The [0057] rib sections 636 and 736 form slots 634 and 734 in the finger portions 632 and 732. The slots 634 and 734 are openings in which air may flow through the upper skive assembly. The airflow may have various patterns as previously discussed. The airflow may be provided by the natural heat convection from the fuser roller, by the environmental system (not shown) for the image-forming machine, a combination, and the like. There may be one to six slots 634 and 734 on each finger portion 632 and 732. However, each finger portion 632 and 732 may have one slot 634 and 732 or other multiples of slots 634 and 734. There may be one and other multiples of the finger portions 632 and 732. There may be one finger portion 632 and 732 essentially spanning the length of the support member 638, where the one finger portion 632 and 732 has a plurality of slots 634 and 734.
The [0058] slots 634 and 734 are configured to provide an airflow pattern to reduce condensation on the upper skive assembly 628 as previously discussed. The slots 634 and 734 may be formed vertically from the bottom of the upper skive assembly 628 and are aligned essentially with the sheet direction C. The slots 634 and 734 follow the rib sections 636 and 736 to the connection with the upper section 631. The slots 634 and 734 may be formed horizontal, angular, and with other configurations in relation to the sheet direction C. The slots 634 and 734 may be groups of holes (not shown) or other openings that form perforated sections (not shown) in the finger portions 632. One or more of the slots may extend into or through one or more of the base sections 640 and 740. One or more of the slots may extend into and through the upper section 631.
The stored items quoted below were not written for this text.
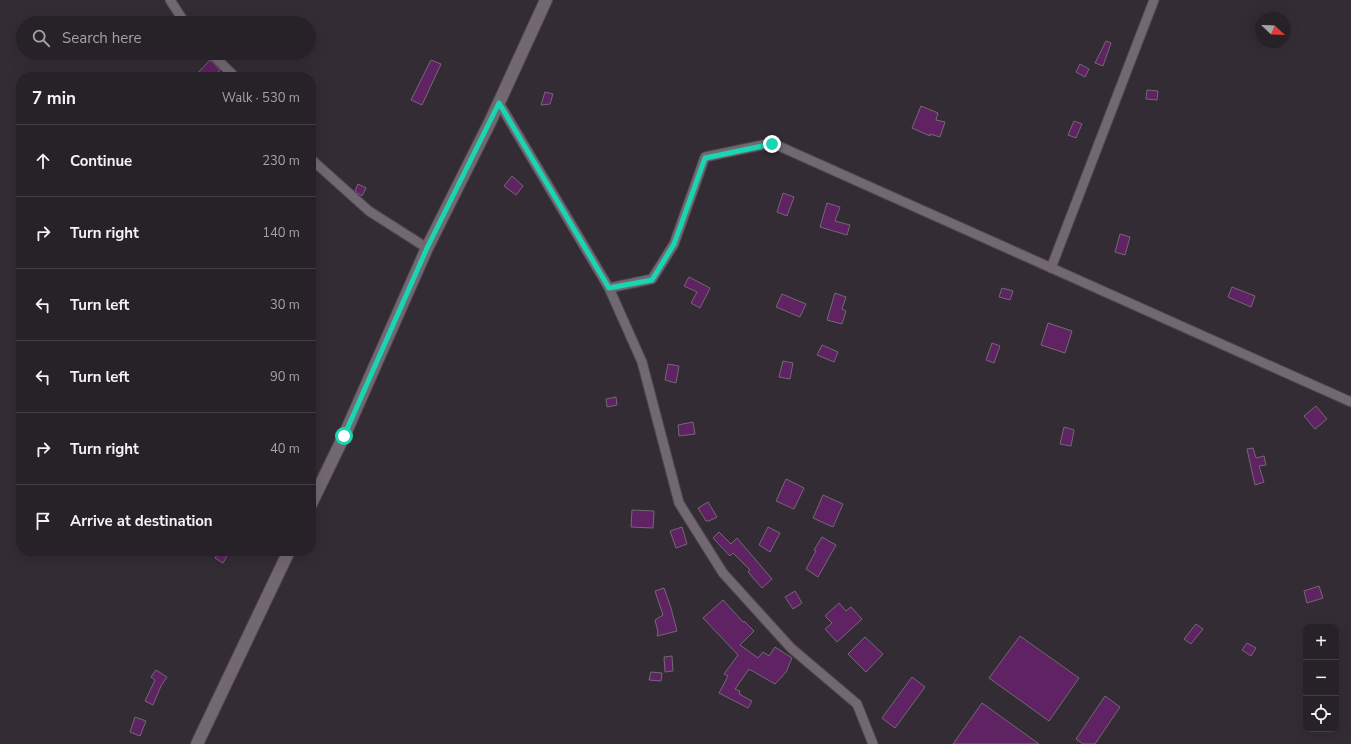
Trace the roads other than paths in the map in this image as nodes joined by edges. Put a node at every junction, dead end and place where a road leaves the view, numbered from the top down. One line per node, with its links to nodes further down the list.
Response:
1 (170, 0): 4 (street)
2 (546, 0): 7 (main road)
3 (1154, 0): 10 (street)
4 (180, 16)
5 (218, 60): 6 (street)
6 (230, 72)
7 (499, 103): 9 (main road); 11 (street)
8 (316, 164): 9 (street)
9 (427, 248): 13 (main road)
10 (1051, 268): 11 (street); 12 (street)
11 (609, 288): 16 (street)
12 (1351, 402)
13 (316, 494)
14 (287, 556): 15 (main road)
15 (197, 744)
16 (873, 744)

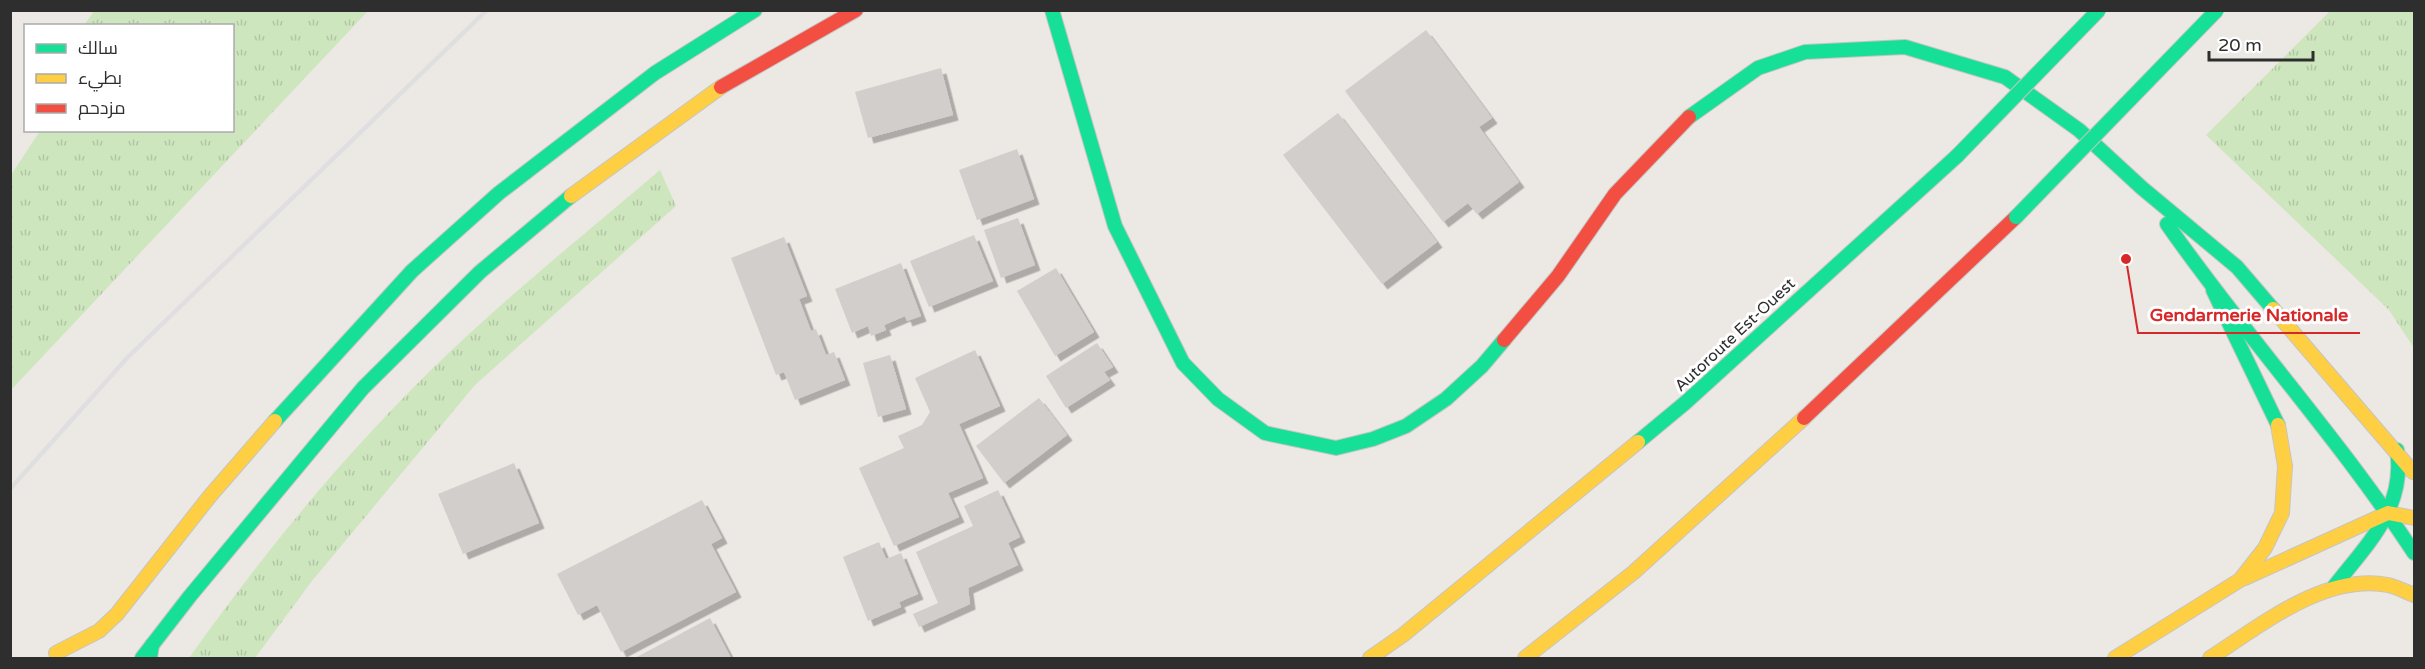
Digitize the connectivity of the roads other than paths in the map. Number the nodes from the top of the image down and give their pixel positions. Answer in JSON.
{"nodes":[{"id":1,"x":755,"y":10,"type":"edge"},
{"id":2,"x":856,"y":10,"type":"edge"},
{"id":3,"x":1043,"y":10,"type":"edge"},
{"id":4,"x":1052,"y":10,"type":"edge"},
{"id":5,"x":2099,"y":10,"type":"edge"},
{"id":6,"x":2217,"y":10,"type":"edge"},
{"id":7,"x":1056,"y":25,"type":"junction"},
{"id":8,"x":2142,"y":188,"type":"junction"},
{"id":9,"x":2213,"y":290,"type":"junction"},
{"id":10,"x":2397,"y":450,"type":"junction"},
{"id":11,"x":2415,"y":474,"type":"edge"},
{"id":12,"x":2388,"y":513,"type":"junction"},
{"id":13,"x":2415,"y":518,"type":"edge"},
{"id":14,"x":2415,"y":553,"type":"edge"},
{"id":15,"x":2240,"y":580,"type":"junction"},
{"id":16,"x":2333,"y":588,"type":"junction"},
{"id":17,"x":2415,"y":595,"type":"edge"},
{"id":18,"x":151,"y":652,"type":"edge"},
{"id":19,"x":56,"y":653,"type":"junction"},
{"id":20,"x":87,"y":656,"type":"dead end"},
{"id":21,"x":41,"y":658,"type":"edge"},
{"id":22,"x":142,"y":658,"type":"edge"},
{"id":23,"x":1370,"y":658,"type":"edge"},
{"id":24,"x":1526,"y":658,"type":"edge"},
{"id":25,"x":2115,"y":658,"type":"edge"},
{"id":26,"x":2210,"y":658,"type":"edge"}],
"edges":[{"from":1,"to":19,"type":"main road"},
{"from":2,"to":18,"type":"main road"},
{"from":3,"to":7,"type":"main road"},
{"from":4,"to":7,"type":"main road"},
{"from":5,"to":23,"type":"main road","name":"Autoroute Est-Ouest","bridge":true},
{"from":6,"to":24,"type":"main road","bridge":true},
{"from":7,"to":8,"type":"main road"},
{"from":8,"to":9,"type":"main road"},
{"from":8,"to":10,"type":"main road"},
{"from":9,"to":12,"type":"main road"},
{"from":9,"to":15,"type":"main road"},
{"from":10,"to":11,"type":"main road"},
{"from":10,"to":12,"type":"main road"},
{"from":12,"to":13,"type":"main road"},
{"from":12,"to":14,"type":"main road"},
{"from":12,"to":15,"type":"main road"},
{"from":12,"to":16,"type":"main road"},
{"from":15,"to":25,"type":"main road"},
{"from":16,"to":17,"type":"main road"},
{"from":16,"to":26,"type":"main road"},
{"from":18,"to":22,"type":"main road"},
{"from":19,"to":20,"type":"main road"},
{"from":19,"to":21,"type":"main road"}]}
Each of the openings created by the [0059] slots 634 and 734 has an open area along the surface of the finger portions 632 and 732. The open areas may be combined to provide an total open area for the upper skive assembly 628. Similarly, each of the rib sections 636 and 736 forms a closed area along the surface of the finger portions 632 and 732. The closed areas may be combined to provide an total closed area for the upper skive assembly 628. In one aspect, the ratio of the total open area of the slots 634 and 734 to the total closed area of the rib sections 636 and 736 is in the range of about 1:1 through about 6:1. The ratio of the total open area of the slots 634 and 734 to the total closed area of the rib sections 636 and 736 may be greater than about 6:1, in which case the rib sections 636 and 736 may have a more wire-like configuration. The ratio of the total open area of the slots 634 and 734 to the total closed area of the rib sections 636 and 736 may be less than about 1:1 as long as there is suitable airflow or an airflow pattern to reduce condensation on the upper skive assembly 228. Increasing the throughput of the environmental system may improve the airflow. The open area of each slot 634 and 734 may be the same or may vary. The total open area may be evenly distributed and may vary across one or all of the finger portions 632 and 732 and across the upper skive assembly 628. One finger portion may have narrow slots (not shown). Another finger portion may have wide slots (not shown). Yet another finger portion may have a combination of narrow slots and wide slots (not shown).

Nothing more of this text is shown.